• _What is being asked_
From the records below, work out how many lines contain "wrist". Reply with that number alone.

• _Records supplied_
===============

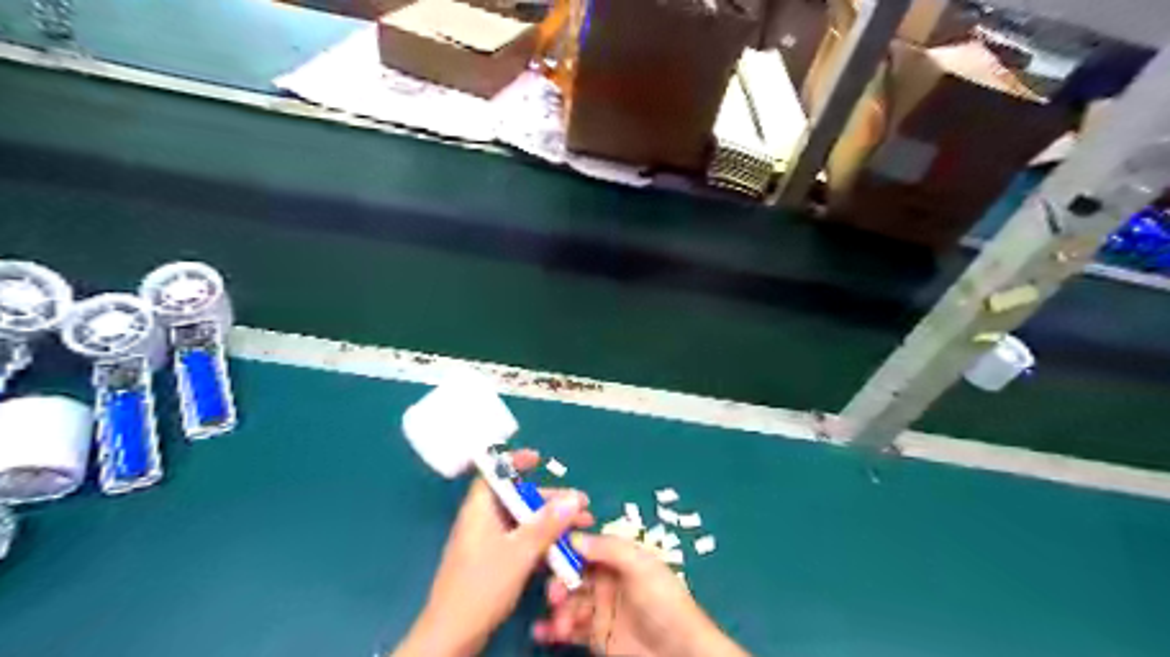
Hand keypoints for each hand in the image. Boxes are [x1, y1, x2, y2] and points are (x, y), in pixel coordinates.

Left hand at [392, 453, 593, 655]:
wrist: (452, 636)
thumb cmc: (482, 586)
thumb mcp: (520, 552)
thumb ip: (547, 524)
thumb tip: (574, 498)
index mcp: (480, 509)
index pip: (494, 473)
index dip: (514, 462)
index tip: (539, 458)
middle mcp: (483, 521)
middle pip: (518, 499)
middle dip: (550, 500)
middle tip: (581, 505)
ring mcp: (487, 543)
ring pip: (523, 522)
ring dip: (551, 523)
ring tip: (582, 527)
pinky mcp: (493, 562)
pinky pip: (520, 541)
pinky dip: (541, 541)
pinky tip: (563, 549)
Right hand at [533, 533, 743, 656]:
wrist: (680, 653)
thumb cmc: (664, 601)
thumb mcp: (640, 566)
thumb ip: (609, 549)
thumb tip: (573, 536)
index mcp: (618, 557)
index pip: (585, 546)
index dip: (564, 546)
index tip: (544, 550)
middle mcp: (606, 579)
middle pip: (571, 573)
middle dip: (558, 581)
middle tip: (554, 595)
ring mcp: (600, 608)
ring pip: (567, 601)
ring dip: (556, 608)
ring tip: (559, 623)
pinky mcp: (596, 635)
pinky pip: (568, 628)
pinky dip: (552, 629)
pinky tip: (543, 633)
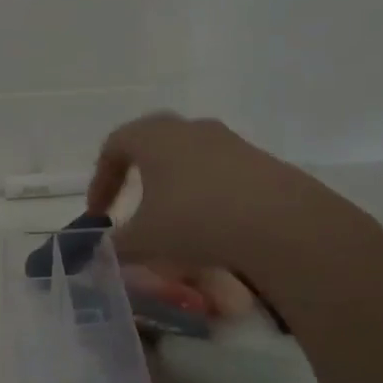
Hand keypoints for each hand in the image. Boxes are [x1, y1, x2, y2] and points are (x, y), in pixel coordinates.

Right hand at [88, 113, 376, 282]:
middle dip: (136, 172)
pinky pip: (221, 172)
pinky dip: (206, 193)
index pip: (113, 146)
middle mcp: (190, 129)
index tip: (99, 214)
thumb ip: (114, 246)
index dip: (101, 180)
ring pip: (189, 155)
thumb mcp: (144, 240)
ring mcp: (230, 142)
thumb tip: (100, 252)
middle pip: (152, 141)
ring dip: (173, 182)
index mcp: (154, 137)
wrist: (283, 226)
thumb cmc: (196, 221)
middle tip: (130, 202)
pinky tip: (212, 226)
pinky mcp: (262, 162)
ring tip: (172, 218)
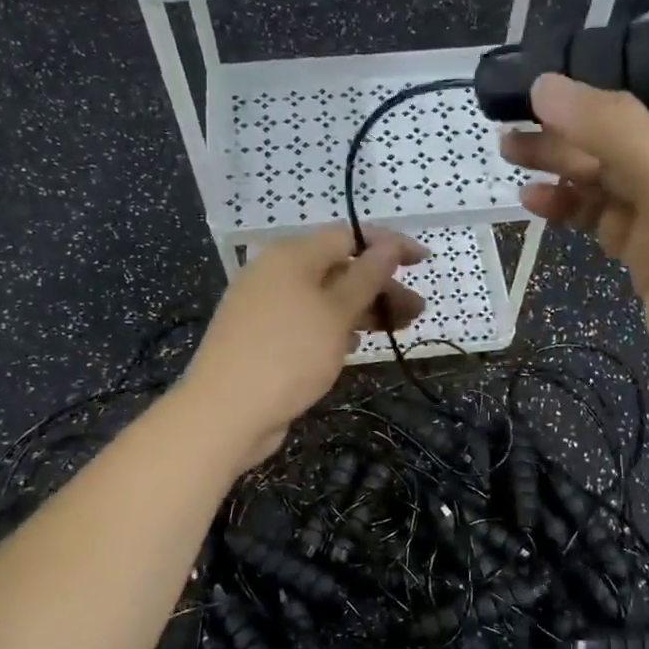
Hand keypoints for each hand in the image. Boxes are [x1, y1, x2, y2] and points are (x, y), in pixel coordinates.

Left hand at [184, 226, 426, 466]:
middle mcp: (276, 272)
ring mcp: (266, 305)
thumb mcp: (336, 313)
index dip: (389, 246)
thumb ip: (367, 277)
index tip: (423, 261)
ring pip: (325, 297)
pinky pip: (308, 320)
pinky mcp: (263, 336)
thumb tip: (389, 244)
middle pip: (338, 268)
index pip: (349, 237)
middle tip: (416, 311)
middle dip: (380, 286)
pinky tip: (356, 343)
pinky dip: (335, 326)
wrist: (224, 412)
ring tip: (397, 329)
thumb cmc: (288, 354)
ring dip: (363, 308)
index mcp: (292, 255)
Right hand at [500, 70, 648, 427]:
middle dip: (579, 114)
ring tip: (509, 148)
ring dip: (563, 159)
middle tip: (516, 109)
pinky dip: (570, 206)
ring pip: (612, 169)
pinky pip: (603, 215)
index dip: (628, 54)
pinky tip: (534, 200)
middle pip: (636, 120)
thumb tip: (546, 85)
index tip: (569, 51)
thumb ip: (616, 132)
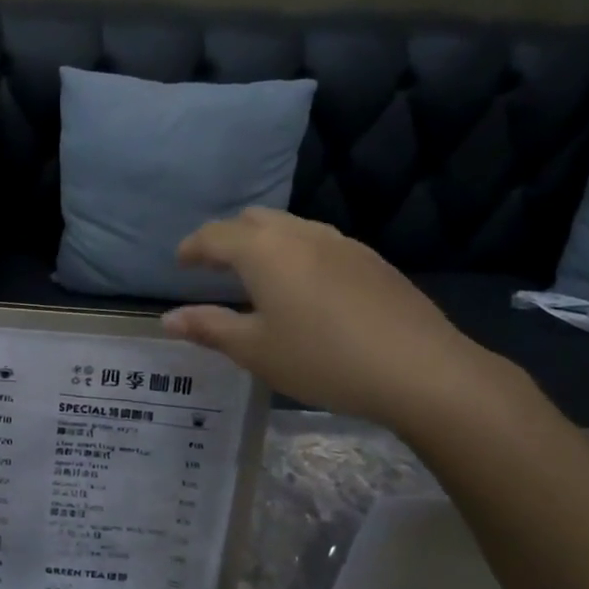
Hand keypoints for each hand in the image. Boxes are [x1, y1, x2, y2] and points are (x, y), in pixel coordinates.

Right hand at [161, 209, 511, 430]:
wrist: (420, 369)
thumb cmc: (322, 359)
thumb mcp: (255, 350)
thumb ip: (209, 328)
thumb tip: (168, 318)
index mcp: (264, 251)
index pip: (215, 235)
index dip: (192, 247)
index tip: (180, 264)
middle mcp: (300, 234)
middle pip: (253, 219)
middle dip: (228, 237)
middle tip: (215, 267)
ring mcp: (341, 243)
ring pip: (290, 226)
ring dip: (264, 243)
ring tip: (257, 277)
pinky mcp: (371, 259)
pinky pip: (319, 242)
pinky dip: (296, 253)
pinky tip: (305, 289)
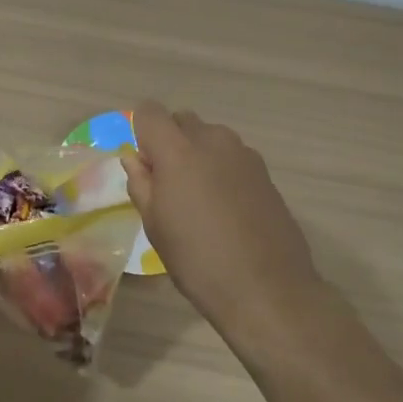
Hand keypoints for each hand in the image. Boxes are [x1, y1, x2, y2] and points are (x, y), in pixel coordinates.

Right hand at [122, 101, 329, 343]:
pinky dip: (222, 169)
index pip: (150, 112)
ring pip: (210, 138)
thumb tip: (135, 158)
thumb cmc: (197, 260)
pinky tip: (226, 209)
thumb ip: (141, 183)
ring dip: (198, 154)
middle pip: (182, 120)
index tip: (144, 164)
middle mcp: (212, 140)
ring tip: (199, 199)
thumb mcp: (155, 226)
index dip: (141, 132)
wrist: (267, 289)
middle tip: (168, 184)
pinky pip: (232, 157)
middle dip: (170, 141)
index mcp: (178, 150)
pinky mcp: (265, 172)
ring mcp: (244, 154)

===============

• _Answer to this exercise_
6